• **The problem**:
Select the lines below containing the word "from".

• **Available data**:
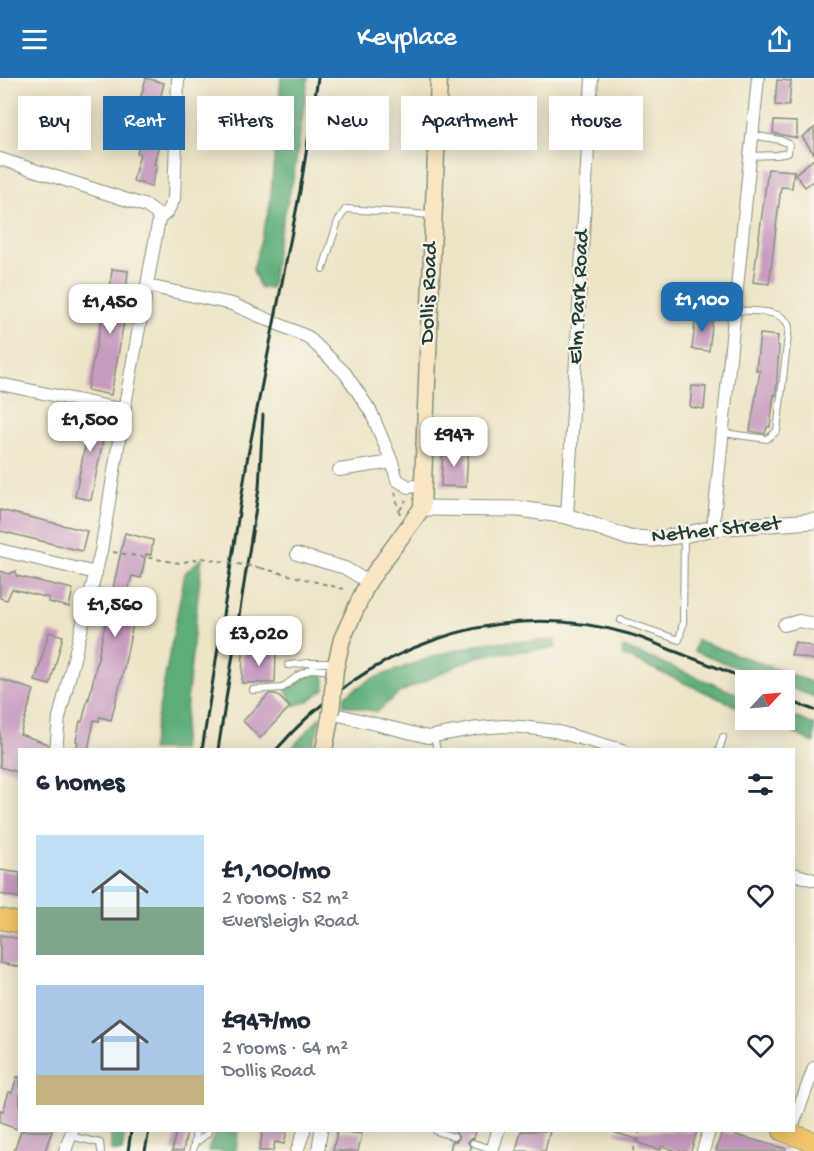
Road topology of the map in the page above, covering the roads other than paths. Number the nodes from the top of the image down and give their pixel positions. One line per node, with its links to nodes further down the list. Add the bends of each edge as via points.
1 (178, 78): 9 (street, via 174,199)
2 (439, 78): 8 (main road, Dollis Road)
3 (592, 78): 22 (street, Elm Park Road)
4 (758, 78): 5 (street)
5 (752, 135): 6 (street); 6 (lane, via 789,144 788,153)
6 (750, 156): 12 (street)
7 (0, 159): 9 (street, via 146,206)
8 (432, 215): 10 (lane, via 346,209 338,221); 16 (main road, Dollis Road)
9 (159, 219): 11 (street)
10 (323, 269)
11 (148, 286): 14 (street); 18 (street, via 232,304 308,337 345,373 371,412)
12 (735, 310): 15 (street); 15 (lane, via 777,314 789,327 777,431 767,439)
13 (0, 384): 14 (street)
14 (124, 410): 28 (street)
15 (722, 432): 24 (street)
16 (425, 442): 17 (lane); 20 (main road, Dollis Road)
17 (470, 447)
18 (392, 462): 19 (street); 20 (street, via 397,480 409,487)
19 (339, 470)
20 (423, 485): 21 (main road, Dollis Road)
21 (422, 508): 22 (street, Nether Street, via 520,508); 29 (main road)
22 (567, 516): 25 (street, Nether Street, via 629,538)
23 (814, 522): 24 (street, Nether Street)
24 (713, 528): 25 (street, Nether Street)
25 (684, 535): 30 (lane, via 680,640)
26 (0, 550): 28 (street)
27 (297, 554): 29 (street, via 345,568)
28 (96, 573): 39 (street, via 59,718)
29 (366, 588): 34 (main road, via 342,639)
30 (621, 620)
31 (814, 624): 32 (street, via 799,621)
32 (784, 626)
33 (288, 665): 34 (lane, via 308,663)
34 (335, 668): 35 (lane, via 312,669 282,688); 36 (main road, bridge)
35 (254, 690)
36 (331, 713): 38 (street); 40 (main road)
37 (723, 737): 42 (lane)
38 (436, 744): 41 (street, via 478,729 504,726 555,731)
39 (56, 748)
40 (324, 748)
41 (615, 748)
42 (720, 748)
43 (795, 874): 44 (street)
44 (814, 880)
45 (0, 919): 46 (main road)
46 (18, 923)
47 (814, 1068): 48 (street)
48 (795, 1114)
49 (196, 1132): 60 (lane)
50 (208, 1132): 60 (lane)
51 (304, 1132): 66 (street)
52 (321, 1132): 67 (street)
53 (439, 1132): 58 (lane)
54 (498, 1132): 62 (street)
55 (709, 1132): 68 (street)
56 (795, 1132): 59 (main road)
57 (71, 1134): 63 (street); 64 (lane, via 100,1143)
58 (454, 1137)
59 (814, 1142)
60 (195, 1143): 65 (lane)
61 (473, 1143): 62 (lane)
62 (492, 1150)
63 (65, 1151)
64 (101, 1151)
65 (193, 1151)
66 (297, 1151)
67 (318, 1151)
68 (703, 1151)

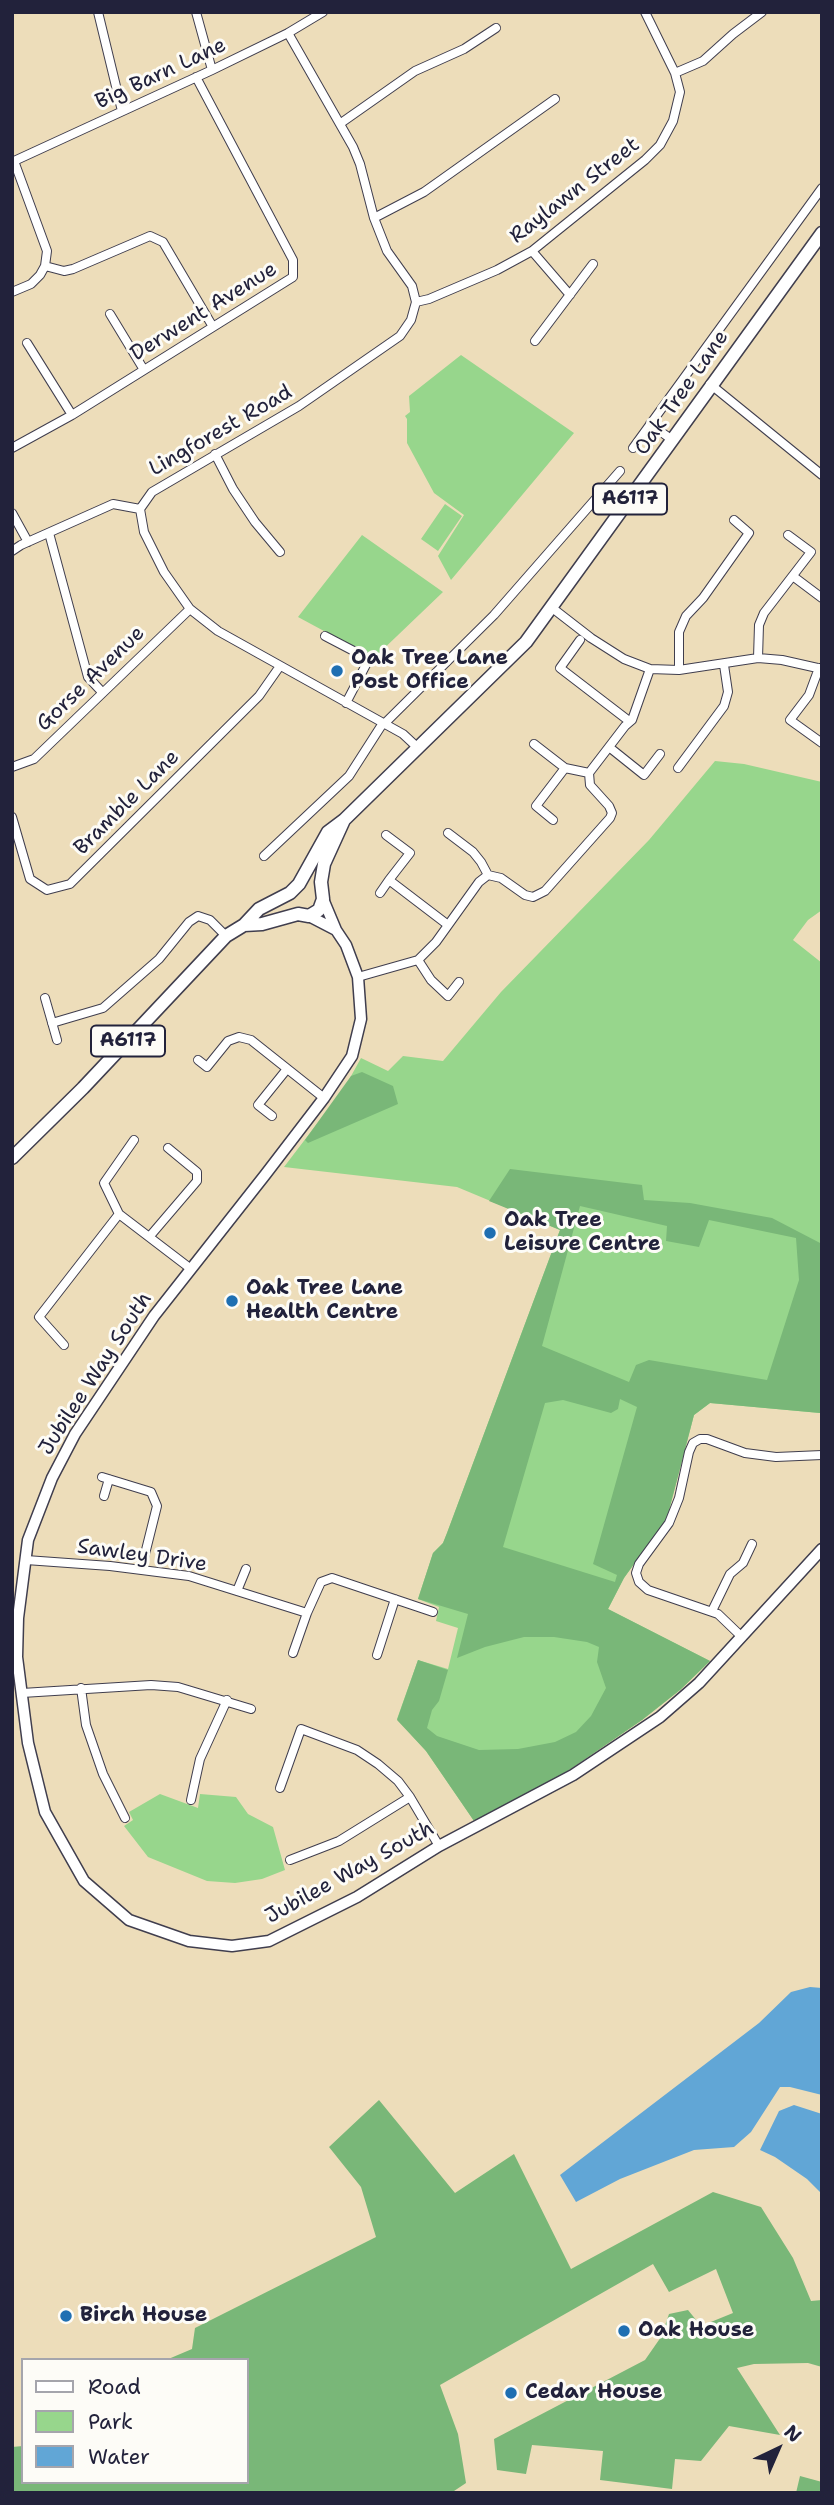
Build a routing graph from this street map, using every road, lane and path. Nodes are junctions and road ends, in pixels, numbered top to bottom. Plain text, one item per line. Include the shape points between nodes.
1 (98, 12) edge
2 (196, 12) edge
3 (645, 12) edge
4 (762, 12) edge
5 (318, 14) edge
6 (496, 29) dead end
7 (288, 33) junction
8 (212, 70) junction
9 (675, 73) junction
10 (196, 77) junction
11 (555, 99) dead end
12 (122, 111) junction
13 (341, 123) junction
14 (13, 162) edge
15 (822, 188) edge
16 (373, 218) junction
17 (822, 233) edge
18 (532, 251) junction
19 (593, 264) dead end
20 (46, 266) junction
21 (12, 292) edge
22 (570, 295) junction
23 (416, 302) junction
24 (110, 314) dead end
25 (213, 327) junction
26 (535, 341) dead end
27 (27, 343) dead end
28 (144, 370) junction
29 (710, 384) junction
30 (72, 415) junction
31 (650, 424) junction
32 (671, 439) junction
33 (12, 448) edge
34 (633, 448) dead end
35 (215, 454) junction
36 (620, 471) dead end
37 (822, 475) edge
38 (140, 509) junction
39 (12, 513) edge
40 (734, 520) dead end
41 (48, 533) junction
42 (788, 535) dead end
43 (28, 542) junction
44 (12, 551) edge
45 (280, 552) dead end
46 (794, 577) junction
47 (822, 598) edge
48 (551, 607) junction
49 (190, 609) junction
50 (325, 636) dead end
51 (580, 640) dead end
52 (758, 659) junction
53 (724, 664) junction
54 (280, 666) junction
55 (820, 668) edge
56 (650, 669) junction
57 (679, 670) junction
58 (102, 692) junction
59 (346, 703) junction
60 (629, 721) junction
61 (383, 723) junction
62 (822, 743) edge
63 (534, 744) dead end
64 (609, 747) junction
65 (418, 748) junction
66 (660, 754) dead end
67 (12, 767) edge
68 (565, 768) junction
69 (678, 768) dead end
70 (589, 774) junction
71 (12, 817) edge
72 (344, 820) junction
73 (553, 820) dead end
74 (448, 833) dead end
75 (386, 835) dead end
76 (264, 856) dead end
77 (488, 875) junction
78 (390, 880) junction
79 (295, 888) junction
80 (380, 893) dead end
81 (322, 896) junction
82 (303, 915) junction
83 (243, 925) junction
84 (448, 925) junction
85 (336, 930) junction
86 (226, 936) junction
87 (418, 960) junction
88 (358, 977) junction
89 (459, 982) dead end
90 (45, 998) dead end
91 (52, 1023) junction
92 (57, 1040) dead end
93 (198, 1060) dead end
94 (286, 1069) junction
95 (324, 1098) junction
96 (272, 1116) dead end
97 (134, 1140) dead end
98 (167, 1148) dead end
99 (12, 1158) edge
100 (119, 1214) junction
101 (150, 1236) junction
102 (191, 1269) junction
103 (64, 1345) dead end
104 (822, 1455) edge
105 (104, 1496) dead end
106 (752, 1544) dead end
107 (822, 1549) edge
108 (26, 1560) junction
109 (246, 1569) dead end
110 (141, 1570) junction
111 (237, 1591) junction
112 (395, 1599) junction
113 (712, 1611) junction
114 (433, 1612) dead end
115 (307, 1613) junction
116 (743, 1637) junction
117 (293, 1653) dead end
118 (377, 1655) dead end
119 (81, 1688) junction
120 (22, 1693) junction
121 (226, 1700) junction
122 (251, 1709) dead end
123 (280, 1788) dead end
124 (410, 1797) junction
125 (191, 1800) dead end
126 (125, 1818) dead end
127 (439, 1846) junction
128 (290, 1860) dead end

1 - 12 street
2 - 8 street
3 - 9 street, Raylawn Street
4 - 9 street via 703,61
5 - 7 street, Big Barn Lane
6 - 13 street via 415,71
7 - 8 street, Big Barn Lane
7 - 13 street
8 - 10 street, Big Barn Lane
9 - 18 street, Raylawn Street via 680,92 673,121 660,145
10 - 12 street, Big Barn Lane
10 - 25 street, Derwent Avenue via 293,260 293,277
11 - 16 street via 424,192
12 - 14 street, Big Barn Lane
13 - 16 street via 360,164
14 - 20 street via 44,240
15 - 31 street, Oak Tree Lane
16 - 23 street via 387,251 412,286
17 - 29 main road, Oak Tree Lane / A6117
18 - 22 street
18 - 23 street, Raylawn Street
19 - 22 street
20 - 21 street via 31,284
20 - 25 street via 73,269 150,236 163,242
22 - 26 street
23 - 35 street, Lingforest Road via 400,336 299,406
24 - 28 street
25 - 28 street, Derwent Avenue
27 - 30 street
28 - 30 street, Derwent Avenue
29 - 32 main road, Oak Tree Lane / A6117
29 - 37 street
30 - 33 street, Derwent Avenue
31 - 32 street
31 - 34 street, Oak Tree Lane
32 - 48 main road, Oak Tree Lane / A6117
35 - 38 street, Lingforest Road via 152,492
35 - 45 street via 233,489
36 - 61 street, Oak Tree Lane via 494,615
38 - 41 street via 113,504
38 - 49 street via 144,532
39 - 43 street
40 - 57 street via 750,533 686,616 679,632
41 - 43 street
41 - 58 street via 88,677
42 - 46 street via 811,552
43 - 44 street
46 - 47 street
46 - 52 street via 764,613
48 - 56 street via 624,659
48 - 65 main road, Oak Tree Lane / A6117 via 526,642
49 - 54 street via 218,631
49 - 58 street, Gorse Avenue
50 - 59 street via 369,659
51 - 60 street via 560,668
52 - 53 street
52 - 55 street
53 - 57 street
53 - 69 street via 728,692 724,706
54 - 59 street
54 - 71 street, Bramble Lane via 259,696 70,884 47,890 30,879
55 - 62 street via 809,695 790,720
56 - 57 street
56 - 60 street
58 - 67 street, Gorse Avenue via 34,759
59 - 61 street
60 - 64 street
61 - 65 street
61 - 76 street, Oak Tree Lane via 349,776
63 - 68 street
64 - 66 street via 644,775
64 - 70 street
65 - 72 main road, Oak Tree Lane / A6117
68 - 70 street
68 - 73 street via 536,806
70 - 77 street via 590,785 612,813 545,891 533,897 525,895 501,878
72 - 79 main road, Oak Tree Lane / A6117 via 328,832
72 - 81 main road, Oak Tree Lane / A6117 via 324,864
74 - 77 street via 473,852
75 - 78 street via 410,853
77 - 84 street
78 - 80 street
78 - 84 street
79 - 81 main road via 309,883 319,888
79 - 82 main road via 291,908
79 - 83 main road, A6117 via 259,909
81 - 82 main road via 319,910
81 - 85 street, Jubilee Way South
82 - 83 main road, A6117
82 - 85 street
83 - 86 main road, A6117
84 - 87 street
85 - 88 street, Jubilee Way South
86 - 91 street via 198,916 159,960 103,1008
86 - 99 main road, A6117
87 - 88 street
87 - 89 street via 448,996
88 - 95 street, Jubilee Way South via 358,1038 352,1056
90 - 91 street
91 - 92 street
93 - 94 street via 207,1067 228,1041 239,1037 251,1040
94 - 95 street
94 - 96 street via 258,1105
95 - 102 street, Jubilee Way South
97 - 100 street via 104,1183
98 - 101 street via 197,1172 197,1181
100 - 101 street
100 - 103 street via 38,1317
101 - 102 street
102 - 108 street, Jubilee Way South via 75,1434 52,1478 28,1540
104 - 113 street via 745,1453 707,1438 693,1443 669,1523 636,1573 648,1590
105 - 110 street via 106,1478 151,1492 157,1506
106 - 113 street via 743,1563 730,1574
107 - 116 street, Jubilee Way South
108 - 110 street, Sawley Drive
108 - 120 street, Jubilee Way South via 17,1630
109 - 111 street
110 - 111 street, Sawley Drive via 189,1576
111 - 115 street, Sawley Drive
112 - 114 street
112 - 115 street via 332,1578 321,1582
112 - 118 street
113 - 116 street
115 - 117 street
116 - 127 street, Jubilee Way South via 660,1717 573,1775
119 - 120 street
119 - 121 street via 150,1685
119 - 126 street via 86,1725
120 - 127 street, Jubilee Way South via 44,1812 84,1881 129,1920 189,1941 232,1945 269,1941 357,1897
121 - 122 street
121 - 125 street via 200,1759
123 - 124 street via 301,1729 378,1763
124 - 127 street
124 - 128 street via 339,1841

• **Result for this task**:
Road topology of the map in the page above, covering the roads other than paths. Number the nodes from the top of the image down and give their pixel positions. One line per node, with its links to nodes further down the list. Add the bends of each edge as via points.
Build a routing graph from this street map, using every road, lane and path. Nodes are junctions and road ends, in pixels, numbered top to bottom. Plain text, one item per line. Include the shape points between nodes.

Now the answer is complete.